The Prix Blumenthal (or Blumenthal Prize) was a grant or stipend awarded through the philanthropy of Florence Meyer Blumenthal (1875–1930) – and the foundation she created, Fondation franco-américaine Florence Blumenthal (Franco-American Florence Blumenthal Foundation) – to discover young French artists, aid them financially, and in the process draw the United States and France closer together through the arts.

Winners were designated by seven juries in the fields of the literature, painting, sculpture, decorative arts, structure, engraving and music – to receive a purse of six thousand francs per year, given for two years.  The purse increased in 1926 until Blumenthal's death in 1930 to ten thousand francs for two years.

Jurors included philosopher Henri Bergson; novelist Roland Dorgelès; novelist, essayist, diplomat and playwright Jean Giraudoux; writer Anna de Noailles; poet and essayist Paul Valéry; painter Paul Signac, painter and printmaker Édouard Vuillard, sculptor Paul Landowski, painter and sculptor Aristide Maillol, architect Auguste Perret, composer Paul Dukas, composer Maurice Ravel and composer/conductor Guy Ropartz.

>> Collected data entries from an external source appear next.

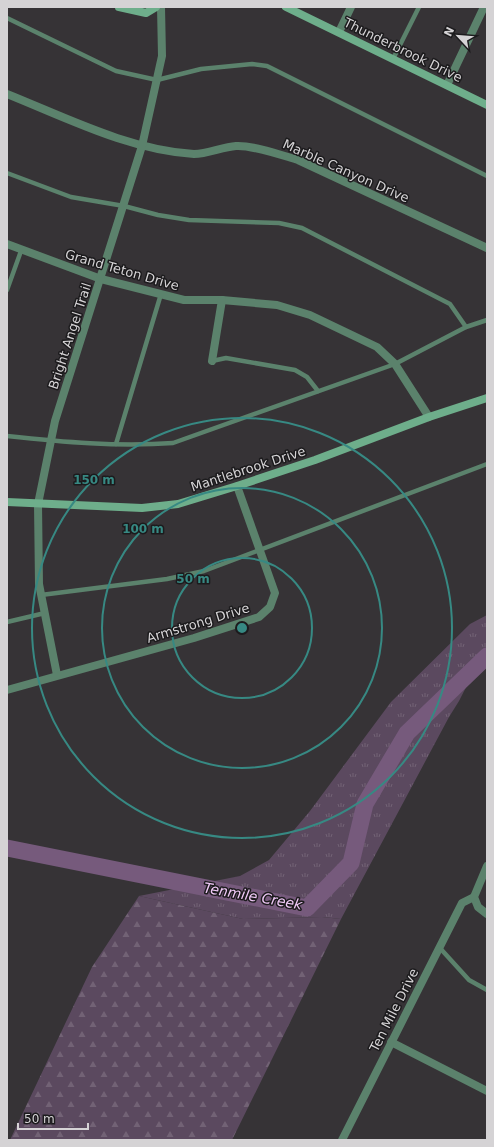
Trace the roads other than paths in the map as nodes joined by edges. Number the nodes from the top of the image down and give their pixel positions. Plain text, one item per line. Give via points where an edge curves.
1 (119, 7) edge
2 (156, 7) edge
3 (161, 7) edge
4 (286, 7) edge
5 (351, 7) edge
6 (419, 7) edge
7 (484, 7) edge
8 (7, 18) edge
9 (339, 32) junction
10 (393, 59) junction
11 (156, 80) junction
12 (447, 85) junction
13 (7, 94) edge
14 (487, 105) edge
15 (142, 146) junction
16 (7, 173) edge
17 (487, 176) edge
18 (124, 206) junction
19 (7, 244) edge
20 (487, 248) edge
21 (21, 251) junction
22 (101, 279) junction
23 (7, 290) edge
24 (161, 294) junction
25 (222, 300) junction
26 (487, 320) edge
27 (466, 327) junction
28 (212, 361) joint
29 (395, 364) junction
30 (318, 391) junction
31 (487, 398) edge
32 (429, 417) junction
33 (7, 436) edge
34 (51, 441) junction
35 (116, 444) junction
36 (487, 464) edge
37 (237, 486) junction
38 (7, 502) edge
39 (38, 504) junction
40 (260, 549) junction
41 (41, 595) junction
42 (45, 613) junction
43 (7, 622) edge
44 (57, 675) junction
45 (7, 690) edge
46 (487, 866) edge
47 (474, 898) junction
48 (487, 914) edge
49 (439, 947) junction
50 (487, 990) edge
51 (391, 1042) junction
52 (487, 1091) edge
53 (342, 1140) edge

1 - 2 street via 146,13
3 - 11 street, Bright Angel Trail via 162,56
4 - 9 street, Thunderbrook Drive
5 - 9 street
6 - 10 lane
7 - 12 street
8 - 11 lane via 116,71
9 - 10 street, Thunderbrook Drive
10 - 12 street, Thunderbrook Drive
11 - 15 street, Bright Angel Trail
11 - 17 lane via 201,70 252,64 267,66
12 - 14 street, Thunderbrook Drive
13 - 15 street, Marble Canyon Drive
15 - 18 street, Bright Angel Trail
15 - 20 street, Marble Canyon Drive via 196,154 237,146 272,152 298,160
16 - 18 lane via 71,197
18 - 22 street, Bright Angel Trail
18 - 27 lane via 189,220 279,223 302,228 450,304
19 - 21 street, Grand Teton Drive
21 - 22 street, Grand Teton Drive
21 - 23 lane
22 - 24 street, Grand Teton Drive
22 - 34 street, Bright Angel Trail via 55,421
24 - 25 street, Grand Teton Drive via 184,300
24 - 35 lane
25 - 28 street
25 - 29 street, Grand Teton Drive via 277,305 310,315 377,347
26 - 27 lane
27 - 29 lane
28 - 30 lane via 226,358 295,370 307,377
29 - 30 lane
29 - 32 street, Grand Teton Drive
30 - 35 lane via 173,443 135,446
31 - 32 street, Mantlebrook Drive
32 - 37 street, Mantlebrook Drive
33 - 34 lane
34 - 35 lane
34 - 39 street, Bright Angel Trail
36 - 40 lane
37 - 39 street, Mantlebrook Drive via 178,504 142,508
37 - 40 street, Armstrong Drive
38 - 39 street, Mantlebrook Drive
39 - 41 street, Bright Angel Trail
40 - 41 lane via 204,571 167,579
40 - 44 street, Armstrong Drive via 275,594 270,607 259,617 194,638
41 - 42 street, Bright Angel Trail
42 - 43 lane
42 - 44 street, Bright Angel Trail
44 - 45 street, Armstrong Drive
46 - 47 street
47 - 48 street via 478,907
47 - 49 street, Ten Mile Drive via 462,903
49 - 50 lane via 469,980
49 - 51 street, Ten Mile Drive
51 - 52 street
51 - 53 street, Ten Mile Drive

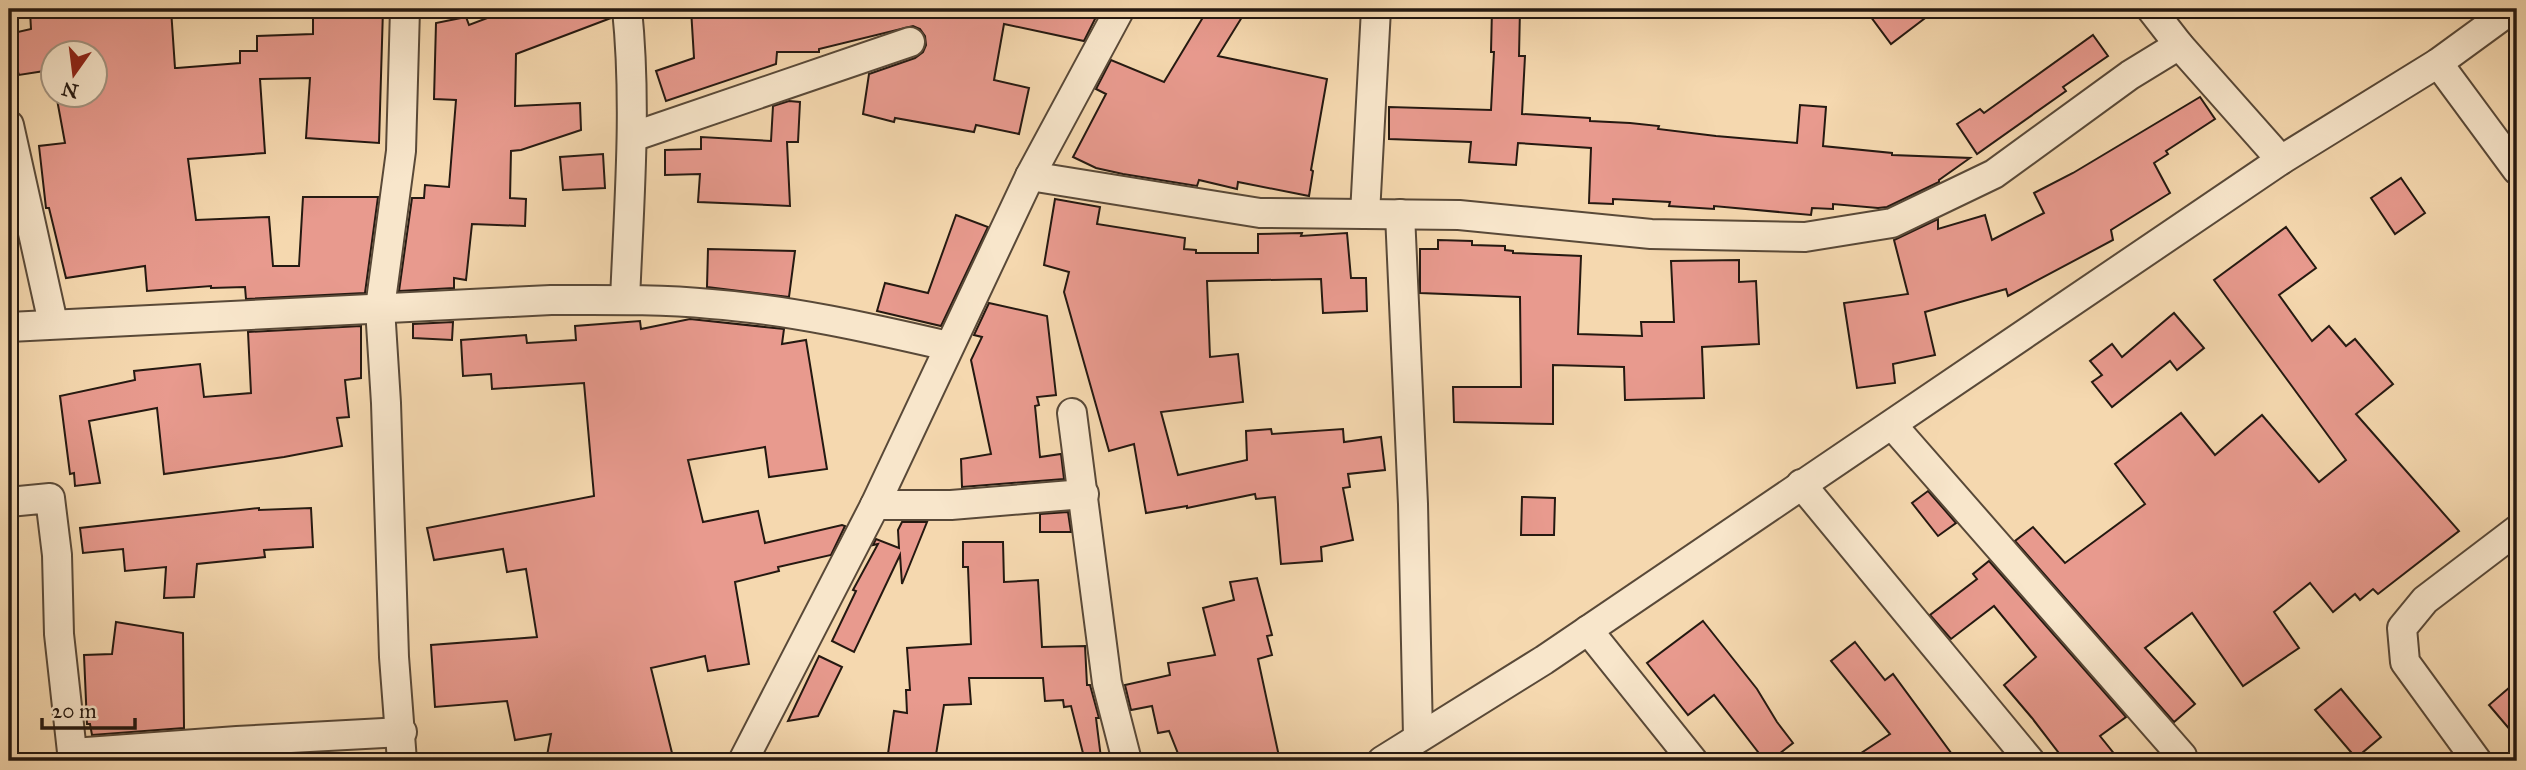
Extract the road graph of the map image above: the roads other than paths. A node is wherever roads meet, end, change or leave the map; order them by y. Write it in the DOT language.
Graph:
graph roads {
  1 [pos="405,9"];
  2 [pos="627,9"];
  3 [pos="1120,9"];
  4 [pos="1376,9"];
  5 [pos="2151,9"];
  6 [pos="2512,9"];
  7 [pos="910,42"];
  8 [pos="2179,45"];
  9 [pos="2438,63"];
  10 [pos="9,125"];
  11 [pos="632,138"];
  12 [pos="2281,160"];
  13 [pos="2517,170"];
  14 [pos="1030,176"];
  15 [pos="1365,214"];
  16 [pos="1400,214"];
  17 [pos="625,300"];
  18 [pos="380,308"];
  19 [pos="53,323"];
  20 [pos="9,327"];
  21 [pos="948,346"];
  22 [pos="1072,413"];
  23 [pos="1892,426"];
  24 [pos="1801,484"];
  25 [pos="1084,494"];
  26 [pos="9,502"];
  27 [pos="875,505"];
  28 [pos="2517,530"];
  29 [pos="1588,630"];
  30 [pos="402,733"];
  31 [pos="1418,736"];
  32 [pos="2182,756"];
  33 [pos="73,757"];
  34 [pos="402,761"];
  35 [pos="743,761"];
  36 [pos="1127,761"];
  37 [pos="1382,761"];
  38 [pos="1693,761"];
  39 [pos="2030,761"];
  40 [pos="2477,761"];
  1 -- 18 [label="street"];
  2 -- 11 [label="street"];
  3 -- 14 [label="street"];
  4 -- 15 [label="street"];
  5 -- 8 [label="street"];
  6 -- 9 [label="street"];
  7 -- 11 [label="street"];
  8 -- 12 [label="street"];
  8 -- 16 [label="street"];
  9 -- 12 [label="street"];
  9 -- 13 [label="street"];
  10 -- 19 [label="street"];
  11 -- 17 [label="street"];
  12 -- 23 [label="street"];
  14 -- 15 [label="street"];
  14 -- 21 [label="street"];
  15 -- 16 [label="street"];
  16 -- 31 [label="street"];
  17 -- 18 [label="street"];
  17 -- 21 [label="street"];
  18 -- 19 [label="street"];
  18 -- 30 [label="street"];
  19 -- 20 [label="street"];
  21 -- 27 [label="street"];
  22 -- 25 [label="street"];
  23 -- 24 [label="street"];
  23 -- 32 [label="street"];
  24 -- 29 [label="street"];
  24 -- 39 [label="street"];
  25 -- 27 [label="street"];
  25 -- 36 [label="street"];
  26 -- 33 [label="street"];
  27 -- 35 [label="street"];
  28 -- 40 [label="street"];
  29 -- 31 [label="street"];
  29 -- 38 [label="street"];
  30 -- 33 [label="street"];
  30 -- 34 [label="street"];
  31 -- 37 [label="street"];
}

Composer Georges Migot served as vice-president and subsequently as president (1931–1935)  of the foundation, as well as the archivist of the winners.

Beginning in 1919 the foundation awarded nearly two hundred grants, and on April 11, 1937, the Prix Blumenthal was declared d'utilité publique ("of public service"), giving it a special tax classification.  Awards were given through 1954.  At the time of the foundation's dissolution in 1973 it was under the direction of Georges Huisman, director of the école des Beaux-Arts, along with author André Maurois and novelist Roland Dorgelès.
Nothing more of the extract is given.